(EXERCISE REQUIREMENTS): A precise reproduction of every record below is needed, minus the pictures.

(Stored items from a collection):
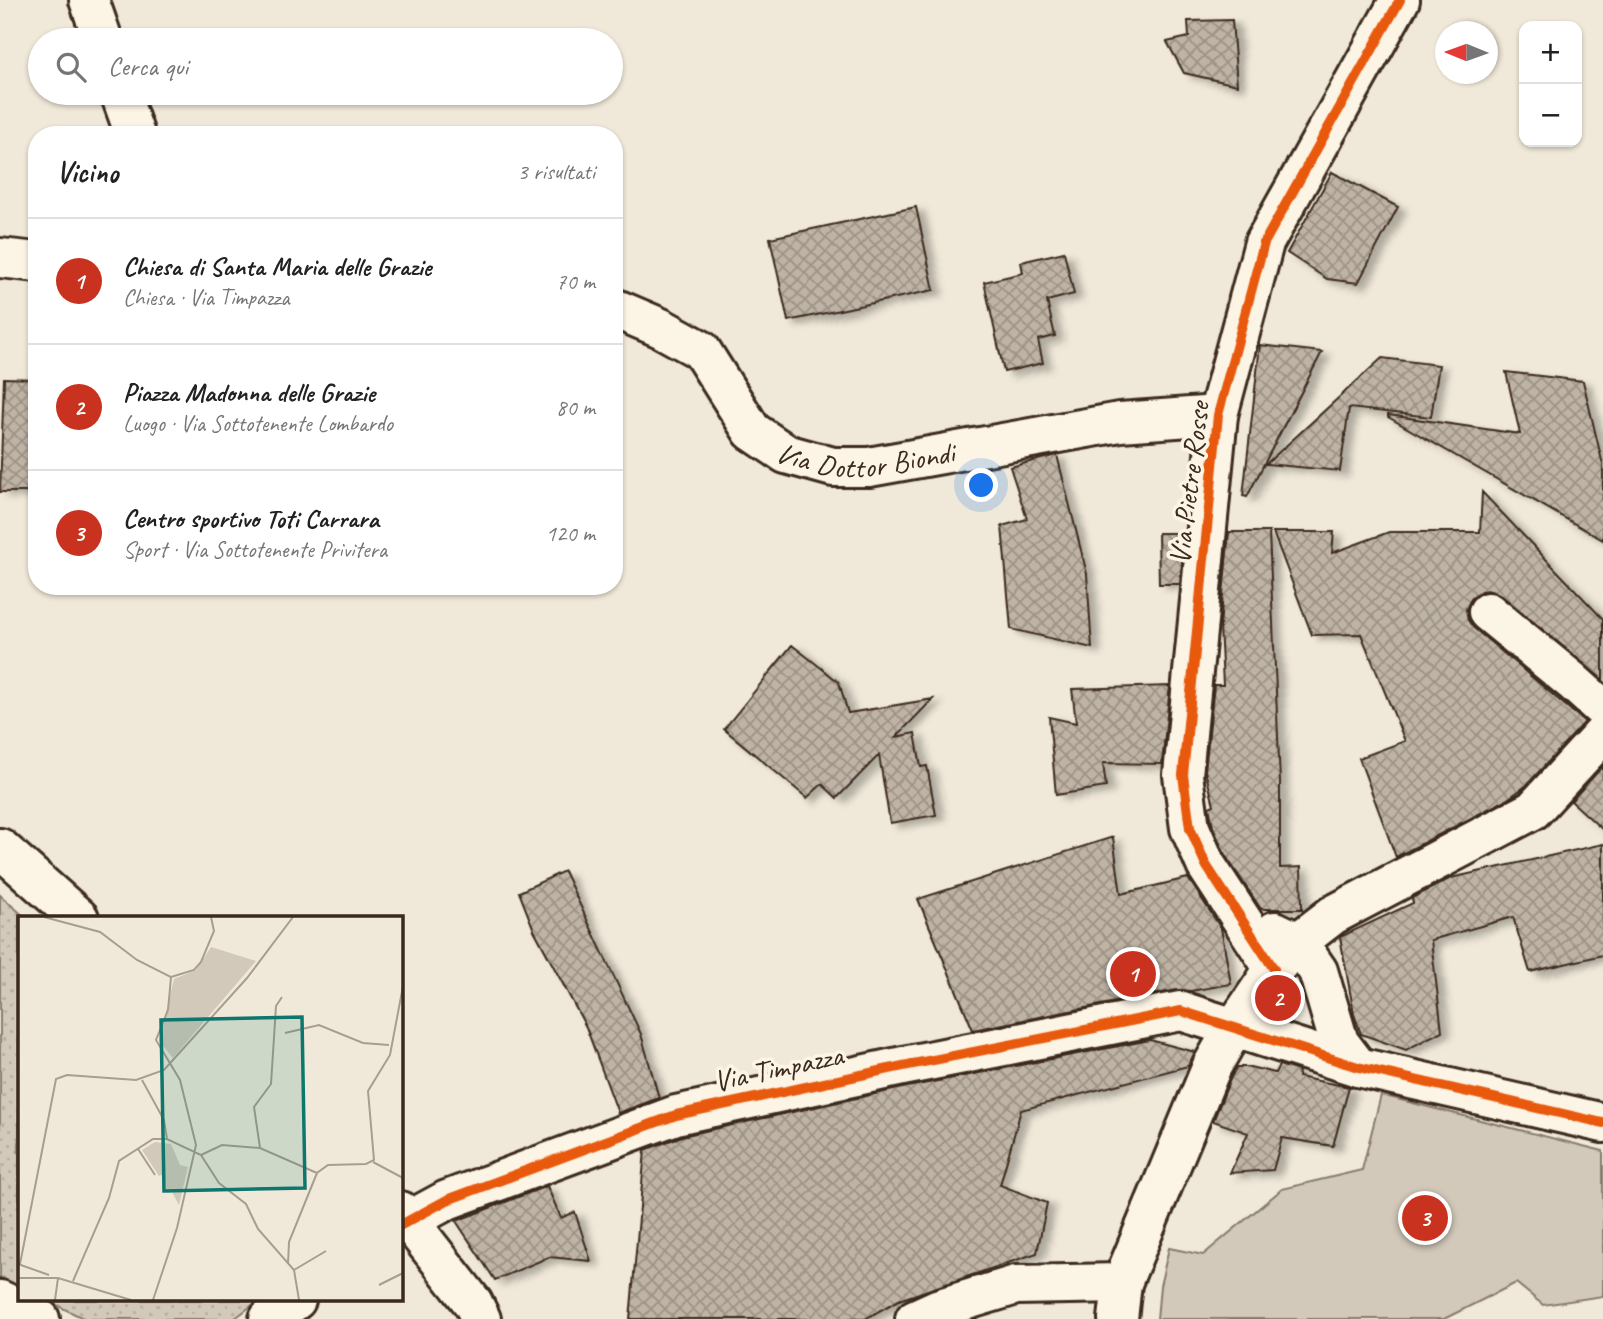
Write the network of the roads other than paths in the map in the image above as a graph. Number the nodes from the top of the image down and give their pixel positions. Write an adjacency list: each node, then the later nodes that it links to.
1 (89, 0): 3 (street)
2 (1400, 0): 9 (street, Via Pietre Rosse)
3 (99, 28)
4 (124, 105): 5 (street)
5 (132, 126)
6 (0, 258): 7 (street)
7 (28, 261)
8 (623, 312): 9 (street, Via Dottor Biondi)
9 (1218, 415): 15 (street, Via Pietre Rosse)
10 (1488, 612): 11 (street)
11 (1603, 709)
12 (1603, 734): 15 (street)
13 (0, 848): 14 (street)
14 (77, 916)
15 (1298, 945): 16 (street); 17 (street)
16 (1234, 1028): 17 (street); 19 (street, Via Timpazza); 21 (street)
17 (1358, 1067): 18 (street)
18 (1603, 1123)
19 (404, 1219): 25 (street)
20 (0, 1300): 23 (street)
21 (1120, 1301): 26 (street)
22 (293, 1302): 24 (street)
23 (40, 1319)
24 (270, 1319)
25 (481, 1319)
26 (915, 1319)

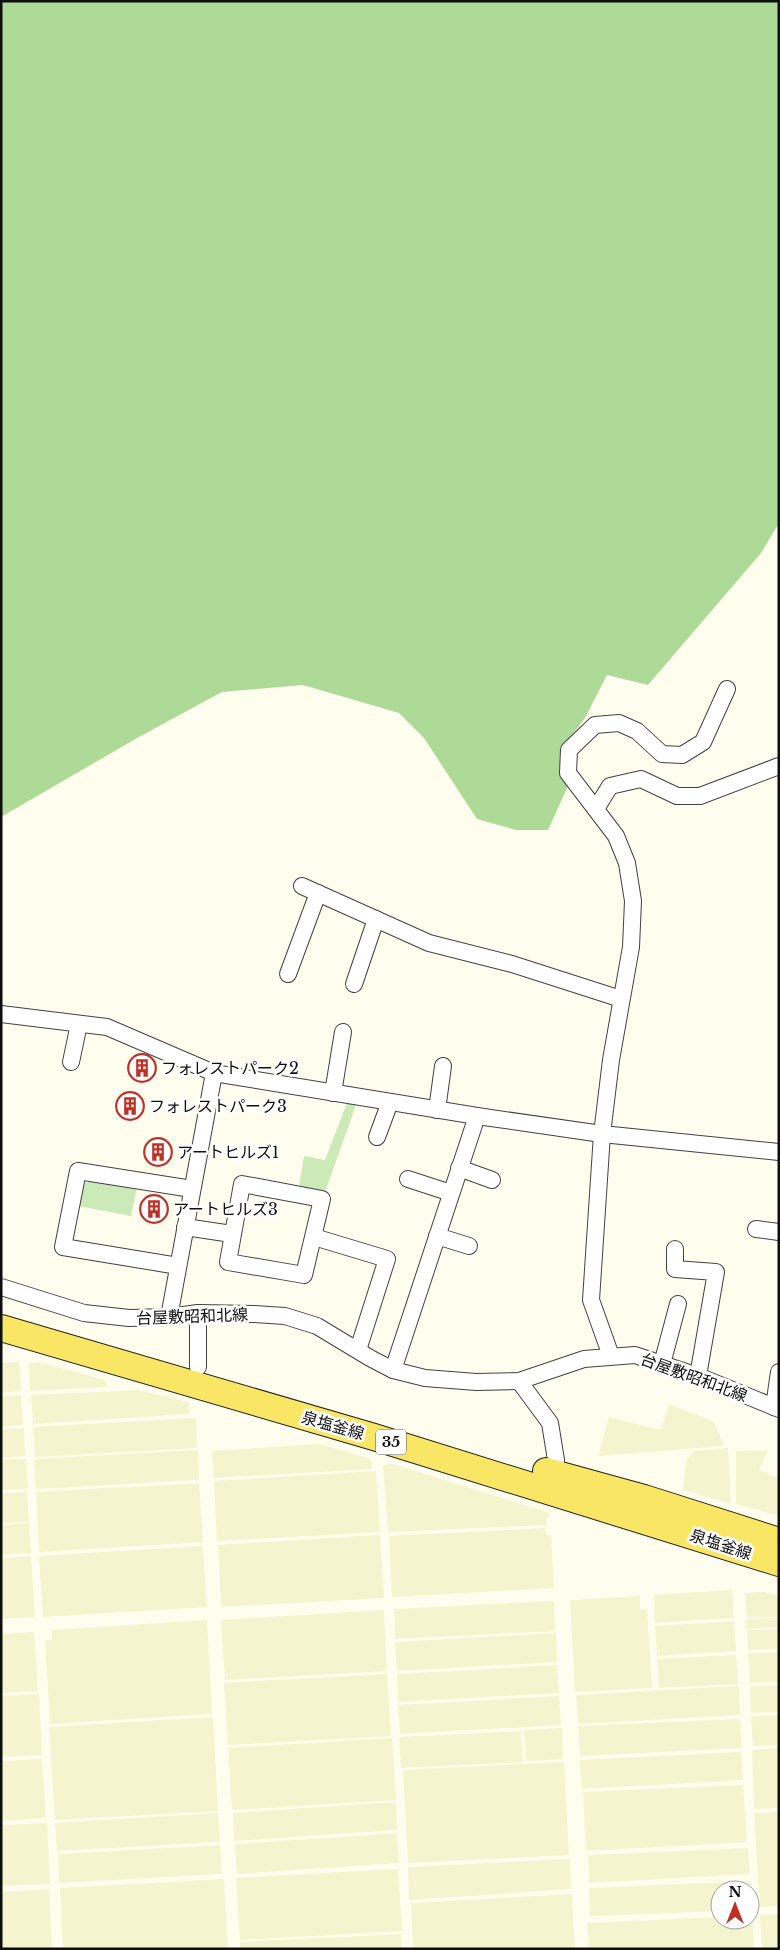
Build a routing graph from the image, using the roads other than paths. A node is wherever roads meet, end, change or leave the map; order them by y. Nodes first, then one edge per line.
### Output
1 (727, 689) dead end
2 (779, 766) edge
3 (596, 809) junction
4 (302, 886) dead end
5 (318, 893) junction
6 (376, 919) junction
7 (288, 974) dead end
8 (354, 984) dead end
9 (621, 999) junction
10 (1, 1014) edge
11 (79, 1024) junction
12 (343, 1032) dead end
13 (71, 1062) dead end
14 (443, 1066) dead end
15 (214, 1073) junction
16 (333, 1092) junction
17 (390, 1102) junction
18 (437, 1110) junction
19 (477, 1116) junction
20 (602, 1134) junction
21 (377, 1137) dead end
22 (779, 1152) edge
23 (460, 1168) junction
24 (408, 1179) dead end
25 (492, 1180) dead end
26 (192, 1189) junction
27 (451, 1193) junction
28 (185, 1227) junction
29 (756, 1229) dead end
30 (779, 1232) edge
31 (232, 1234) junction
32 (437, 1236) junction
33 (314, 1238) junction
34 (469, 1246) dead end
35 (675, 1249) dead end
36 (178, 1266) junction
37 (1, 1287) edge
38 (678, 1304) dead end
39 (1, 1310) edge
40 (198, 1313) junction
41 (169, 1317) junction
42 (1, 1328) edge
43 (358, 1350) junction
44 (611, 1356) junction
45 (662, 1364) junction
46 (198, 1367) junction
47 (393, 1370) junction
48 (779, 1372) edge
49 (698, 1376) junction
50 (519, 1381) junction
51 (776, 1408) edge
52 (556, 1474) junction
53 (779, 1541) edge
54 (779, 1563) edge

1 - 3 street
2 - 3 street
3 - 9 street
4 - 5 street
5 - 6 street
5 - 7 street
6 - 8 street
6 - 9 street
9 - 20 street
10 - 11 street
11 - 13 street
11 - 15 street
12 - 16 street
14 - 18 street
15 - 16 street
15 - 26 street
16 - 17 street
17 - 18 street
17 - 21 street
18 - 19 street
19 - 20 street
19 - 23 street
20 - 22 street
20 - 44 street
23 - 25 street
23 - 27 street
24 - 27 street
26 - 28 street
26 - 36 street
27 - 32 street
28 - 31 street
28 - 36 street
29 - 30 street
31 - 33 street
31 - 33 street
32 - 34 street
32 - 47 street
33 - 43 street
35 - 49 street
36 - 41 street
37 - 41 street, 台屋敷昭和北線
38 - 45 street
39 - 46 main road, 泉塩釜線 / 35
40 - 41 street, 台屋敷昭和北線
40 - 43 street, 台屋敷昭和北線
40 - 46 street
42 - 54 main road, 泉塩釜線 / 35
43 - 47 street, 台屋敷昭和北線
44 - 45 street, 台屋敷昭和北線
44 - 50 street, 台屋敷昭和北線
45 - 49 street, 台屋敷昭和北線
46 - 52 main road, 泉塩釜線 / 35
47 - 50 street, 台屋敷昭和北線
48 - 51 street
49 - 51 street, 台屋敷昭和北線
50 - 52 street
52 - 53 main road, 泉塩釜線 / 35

(WRITTEN REPLY):
Write the network of the roads other than paths in the map in the image above as a graph. Number the nodes from the top of the image down and give their pixel positions. Write an adjacency list: each node, then the later nodes that it links to.
1 (89, 0): 3 (street)
2 (1400, 0): 9 (street, Via Pietre Rosse)
3 (99, 28)
4 (124, 105): 5 (street)
5 (132, 126)
6 (0, 258): 7 (street)
7 (28, 261)
8 (623, 312): 9 (street, Via Dottor Biondi)
9 (1218, 415): 15 (street, Via Pietre Rosse)
10 (1488, 612): 11 (street)
11 (1603, 709)
12 (1603, 734): 15 (street)
13 (0, 848): 14 (street)
14 (77, 916)
15 (1298, 945): 16 (street); 17 (street)
16 (1234, 1028): 17 (street); 19 (street, Via Timpazza); 21 (street)
17 (1358, 1067): 18 (street)
18 (1603, 1123)
19 (404, 1219): 25 (street)
20 (0, 1300): 23 (street)
21 (1120, 1301): 26 (street)
22 (293, 1302): 24 (street)
23 (40, 1319)
24 (270, 1319)
25 (481, 1319)
26 (915, 1319)

Build a routing graph from the image, using the roads other than paths. A node is wherever roads meet, end, change or leave the map; order them by y. Nodes first, then one edge per line.
### Output
1 (727, 689) dead end
2 (779, 766) edge
3 (596, 809) junction
4 (302, 886) dead end
5 (318, 893) junction
6 (376, 919) junction
7 (288, 974) dead end
8 (354, 984) dead end
9 (621, 999) junction
10 (1, 1014) edge
11 (79, 1024) junction
12 (343, 1032) dead end
13 (71, 1062) dead end
14 (443, 1066) dead end
15 (214, 1073) junction
16 (333, 1092) junction
17 (390, 1102) junction
18 (437, 1110) junction
19 (477, 1116) junction
20 (602, 1134) junction
21 (377, 1137) dead end
22 (779, 1152) edge
23 (460, 1168) junction
24 (408, 1179) dead end
25 (492, 1180) dead end
26 (192, 1189) junction
27 (451, 1193) junction
28 (185, 1227) junction
29 (756, 1229) dead end
30 (779, 1232) edge
31 (232, 1234) junction
32 (437, 1236) junction
33 (314, 1238) junction
34 (469, 1246) dead end
35 (675, 1249) dead end
36 (178, 1266) junction
37 (1, 1287) edge
38 (678, 1304) dead end
39 (1, 1310) edge
40 (198, 1313) junction
41 (169, 1317) junction
42 (1, 1328) edge
43 (358, 1350) junction
44 (611, 1356) junction
45 (662, 1364) junction
46 (198, 1367) junction
47 (393, 1370) junction
48 (779, 1372) edge
49 (698, 1376) junction
50 (519, 1381) junction
51 (776, 1408) edge
52 (556, 1474) junction
53 (779, 1541) edge
54 (779, 1563) edge

1 - 3 street
2 - 3 street
3 - 9 street
4 - 5 street
5 - 6 street
5 - 7 street
6 - 8 street
6 - 9 street
9 - 20 street
10 - 11 street
11 - 13 street
11 - 15 street
12 - 16 street
14 - 18 street
15 - 16 street
15 - 26 street
16 - 17 street
17 - 18 street
17 - 21 street
18 - 19 street
19 - 20 street
19 - 23 street
20 - 22 street
20 - 44 street
23 - 25 street
23 - 27 street
24 - 27 street
26 - 28 street
26 - 36 street
27 - 32 street
28 - 31 street
28 - 36 street
29 - 30 street
31 - 33 street
31 - 33 street
32 - 34 street
32 - 47 street
33 - 43 street
35 - 49 street
36 - 41 street
37 - 41 street, 台屋敷昭和北線
38 - 45 street
39 - 46 main road, 泉塩釜線 / 35
40 - 41 street, 台屋敷昭和北線
40 - 43 street, 台屋敷昭和北線
40 - 46 street
42 - 54 main road, 泉塩釜線 / 35
43 - 47 street, 台屋敷昭和北線
44 - 45 street, 台屋敷昭和北線
44 - 50 street, 台屋敷昭和北線
45 - 49 street, 台屋敷昭和北線
46 - 52 main road, 泉塩釜線 / 35
47 - 50 street, 台屋敷昭和北線
48 - 51 street
49 - 51 street, 台屋敷昭和北線
50 - 52 street
52 - 53 main road, 泉塩釜線 / 35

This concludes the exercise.